Notes et idées : Politique, Bandes dessinées, Polars, Media, Actualité, Europe...
12 Août 2006
Un très grand livre, que je regrette de lire si tard. Marc Bloch, professeur d'histoire de grande envergure, a été fusillé comme résistant en juin 1944.
Il a rédigé à chaud ses observations sur la défaite, avec une écriture superbe, qui offre un florilège de citations (dont j'ai abusé plus loin).
Son livre, comme tout bon livre d'histoire, offre des enseignements pour le présent. J'en retire même une conclusion aujourd'hui très personnelle, que je vous livrerai à la fin.

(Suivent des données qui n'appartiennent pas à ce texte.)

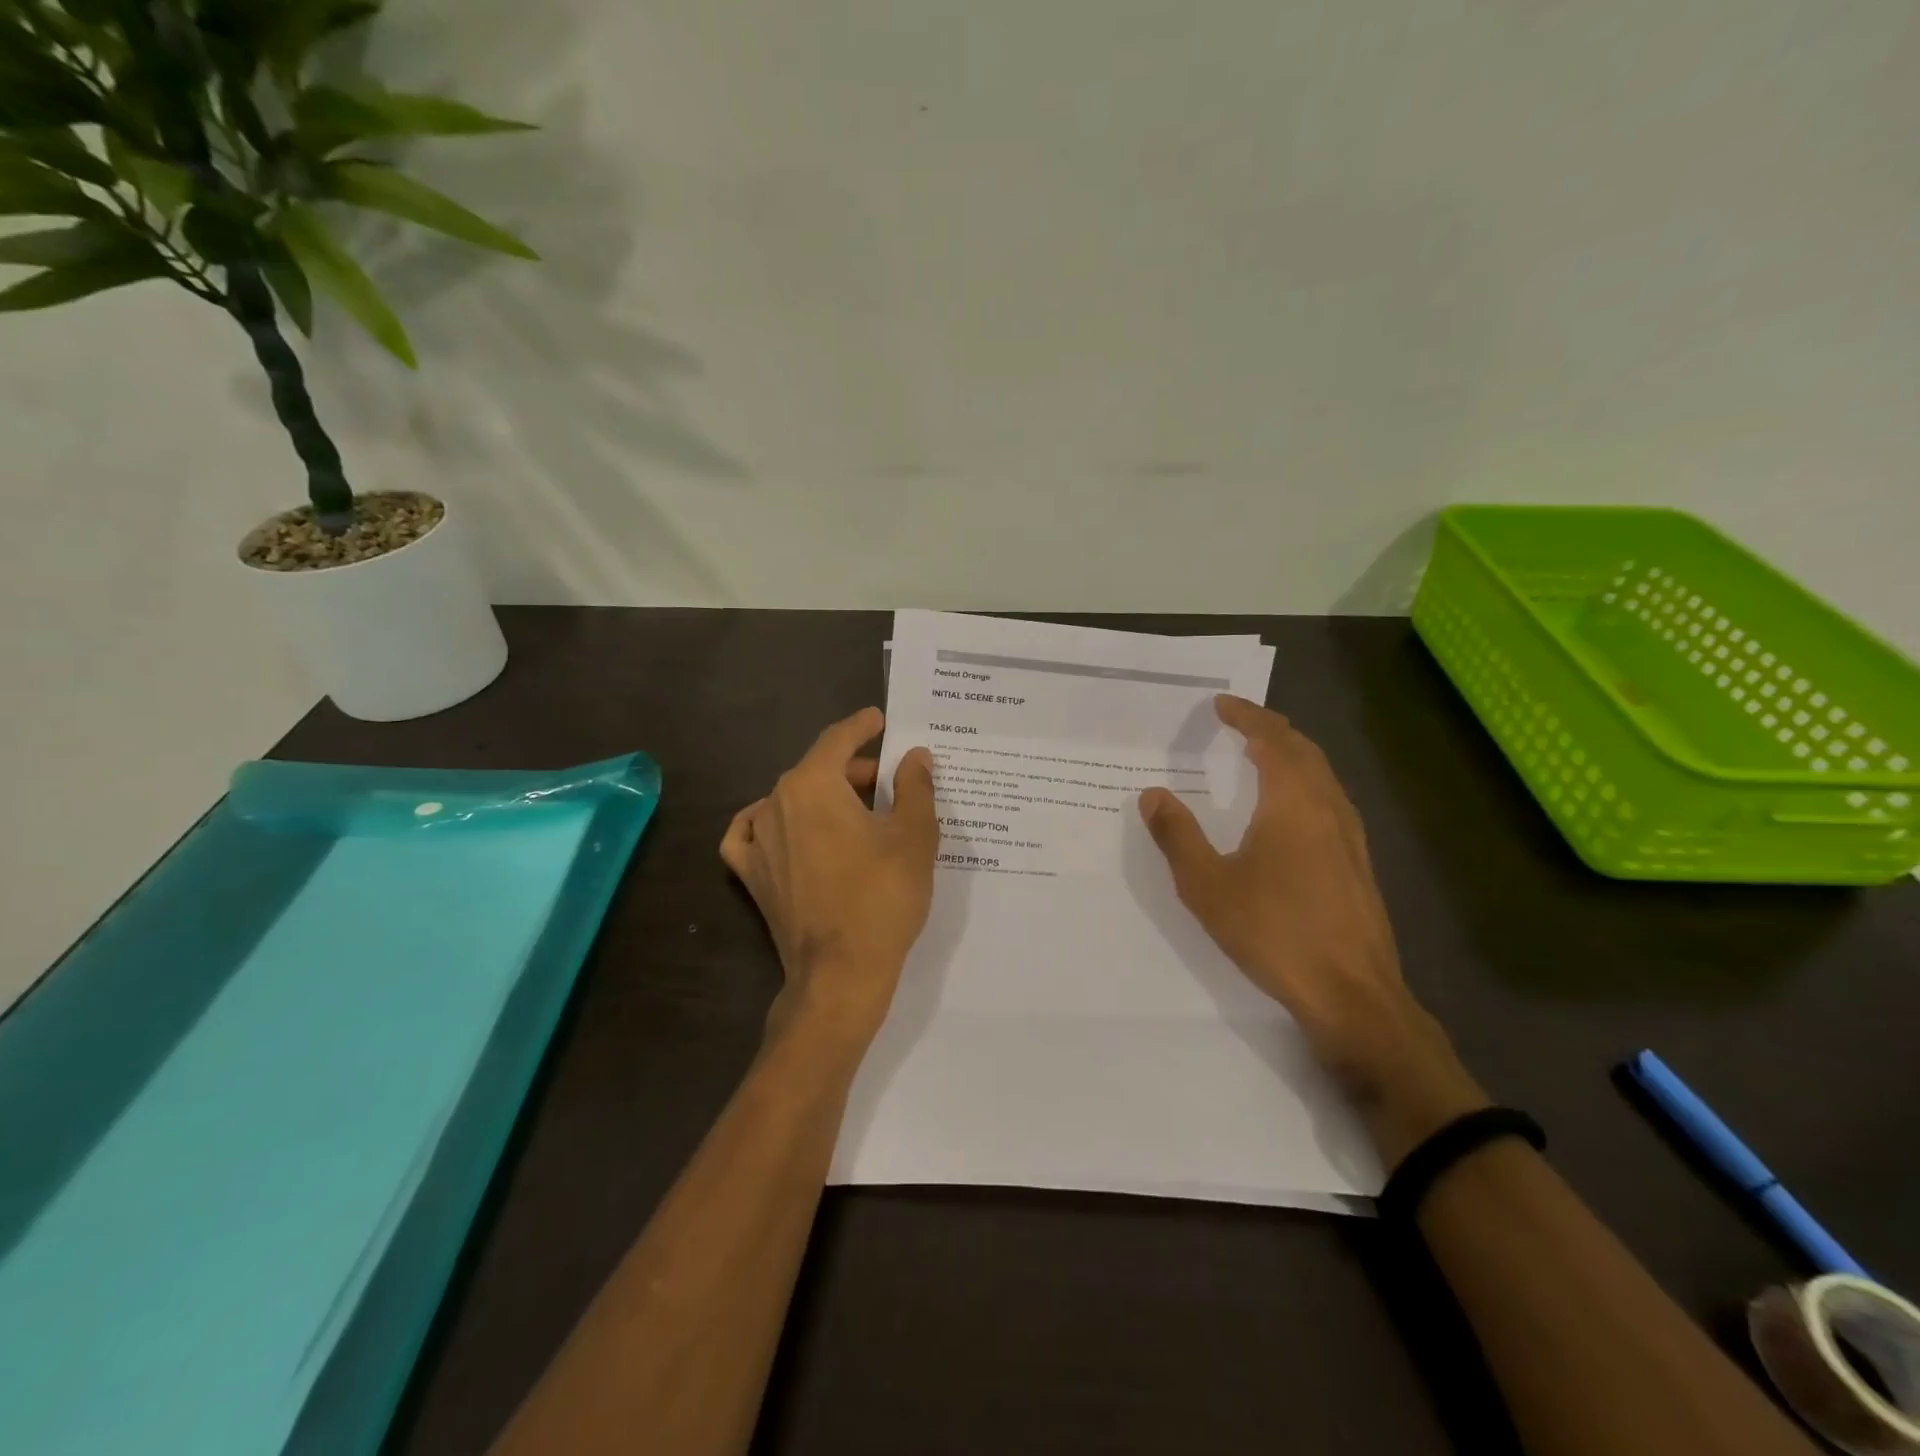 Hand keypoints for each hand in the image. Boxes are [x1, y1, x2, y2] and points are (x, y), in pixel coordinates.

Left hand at [722, 707, 938, 1049]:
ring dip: (824, 797)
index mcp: (813, 784)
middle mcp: (776, 802)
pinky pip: (753, 834)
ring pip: (791, 799)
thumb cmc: (883, 897)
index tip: (879, 719)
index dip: (861, 726)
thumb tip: (914, 756)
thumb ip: (915, 787)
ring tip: (857, 812)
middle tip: (889, 781)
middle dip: (853, 769)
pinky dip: (773, 824)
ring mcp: (758, 840)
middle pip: (817, 769)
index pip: (837, 739)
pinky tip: (788, 830)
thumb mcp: (914, 836)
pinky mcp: (751, 875)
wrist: (841, 972)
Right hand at [1139, 696, 1484, 1159]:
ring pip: (1322, 774)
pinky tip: (1291, 809)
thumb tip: (1152, 795)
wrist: (1352, 994)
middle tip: (1239, 723)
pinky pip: (1331, 800)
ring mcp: (1351, 835)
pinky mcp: (1359, 862)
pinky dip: (1306, 782)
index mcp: (1292, 803)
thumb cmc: (1274, 932)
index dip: (1246, 716)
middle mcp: (1328, 807)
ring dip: (1292, 754)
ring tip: (1262, 756)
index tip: (1221, 704)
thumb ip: (1177, 836)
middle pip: (1303, 749)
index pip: (1271, 739)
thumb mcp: (1208, 886)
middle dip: (1271, 729) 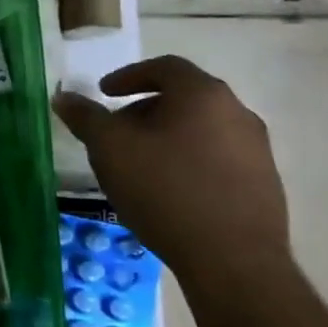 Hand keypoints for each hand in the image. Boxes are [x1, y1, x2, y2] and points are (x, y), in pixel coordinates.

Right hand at [54, 55, 291, 286]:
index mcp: (203, 95)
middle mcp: (237, 112)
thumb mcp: (110, 150)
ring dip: (167, 138)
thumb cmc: (165, 190)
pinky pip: (217, 158)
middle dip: (144, 110)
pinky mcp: (263, 183)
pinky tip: (169, 192)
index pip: (165, 67)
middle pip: (184, 98)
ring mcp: (256, 149)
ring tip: (139, 165)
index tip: (105, 93)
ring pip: (201, 130)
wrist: (233, 260)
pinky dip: (188, 162)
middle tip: (116, 133)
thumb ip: (86, 118)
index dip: (129, 75)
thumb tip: (64, 97) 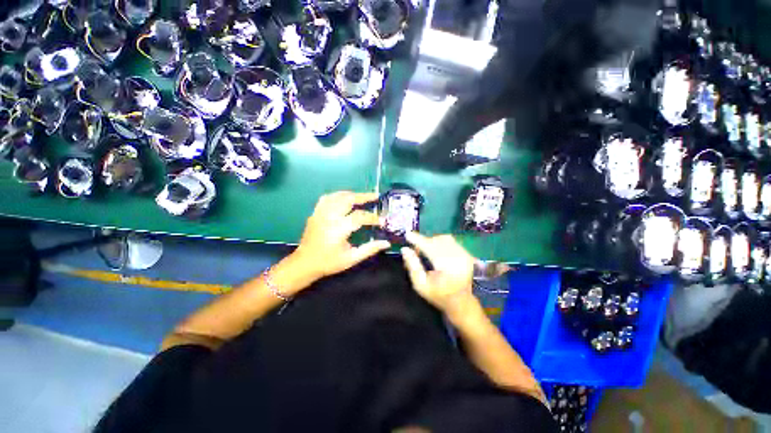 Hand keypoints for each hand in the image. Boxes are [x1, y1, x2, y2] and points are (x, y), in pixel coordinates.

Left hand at [295, 191, 389, 280]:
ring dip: (352, 194)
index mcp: (339, 228)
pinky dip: (337, 195)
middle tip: (375, 196)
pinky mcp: (315, 213)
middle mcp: (330, 217)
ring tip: (362, 196)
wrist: (305, 263)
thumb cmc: (329, 262)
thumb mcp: (351, 259)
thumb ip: (369, 249)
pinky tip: (344, 198)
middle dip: (364, 196)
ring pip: (338, 196)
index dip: (373, 217)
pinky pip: (326, 198)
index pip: (360, 217)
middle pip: (348, 199)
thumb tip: (386, 243)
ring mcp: (321, 213)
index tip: (382, 221)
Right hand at [400, 232, 478, 317]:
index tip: (407, 234)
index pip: (429, 247)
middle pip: (437, 241)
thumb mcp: (421, 285)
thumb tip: (405, 249)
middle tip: (416, 248)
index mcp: (447, 267)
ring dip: (433, 241)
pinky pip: (451, 241)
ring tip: (426, 250)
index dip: (418, 240)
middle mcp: (458, 257)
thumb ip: (412, 266)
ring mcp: (465, 255)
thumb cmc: (439, 296)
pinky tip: (436, 251)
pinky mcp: (467, 254)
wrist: (462, 304)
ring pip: (444, 239)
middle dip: (424, 241)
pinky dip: (441, 243) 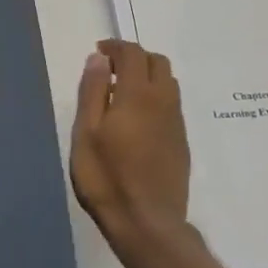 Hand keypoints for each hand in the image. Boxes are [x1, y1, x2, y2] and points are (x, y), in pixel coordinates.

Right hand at [71, 40, 190, 247]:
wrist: (146, 220)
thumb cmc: (106, 177)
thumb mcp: (86, 133)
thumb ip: (92, 92)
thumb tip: (98, 59)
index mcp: (137, 95)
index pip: (133, 54)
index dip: (116, 47)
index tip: (98, 52)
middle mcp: (163, 101)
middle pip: (157, 63)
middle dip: (134, 58)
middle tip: (108, 71)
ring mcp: (176, 123)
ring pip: (168, 83)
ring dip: (146, 77)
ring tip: (121, 93)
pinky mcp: (181, 142)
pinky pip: (170, 105)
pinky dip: (154, 98)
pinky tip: (135, 120)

Première partie, la déposition d'un vaincu : récit d'une défaite vécue de l'intérieur.
Dans le premier tiers de l'ouvrage, Marc Bloch raconte sa courte guerre, sa perception des raisons proprement militaires de la défaite : « le triomphe des allemands fut, essentiellement, une victoire intellectuelle [...] ce furent deux adversaires appartenant chacun à un âge différent de l'histoire de l'humanité qui se heurtèrent sur nos champs de bataille. »
Le premier tome de la biographie de de Gaulle par Lacouture, apporte, sur ce sujet, un éclairage passionnant, à travers la rivalité de Gaulle/Pétain avant guerre, sur le sujet du rôle des armes motorisées.
Bloch aborde aussi des causes liées à la sociologie de l'armée française, que l'on pourrait appliquer pour caractériser un « esprit français » en général, tant on retrouve d'actualité dans ses descriptions. Il y a des notations fortes sur un certain intellectualisme français, amoureux de la théorie mais dédaigneux de la pratique : « on a souvent parlé du dédain de l'officier d'état-major pour l'officier de troupe . [...] Durant la précédente guerre, j'ai, à plusieurs reprises, constaté l'incapacité du commandement à calculer avec exactitude le temps qu'un ordre, lancé depuis un quartier général, met à atteindre, déétape en étape, le point où il pourra être mis à exécution : à qui font défaut les yeux de l'esprit, les meilleurs mémentos n'apprendront jamais à mesurer le cheminement, voire les erreurs d'un agent de liaison sur les pistes boueuses.»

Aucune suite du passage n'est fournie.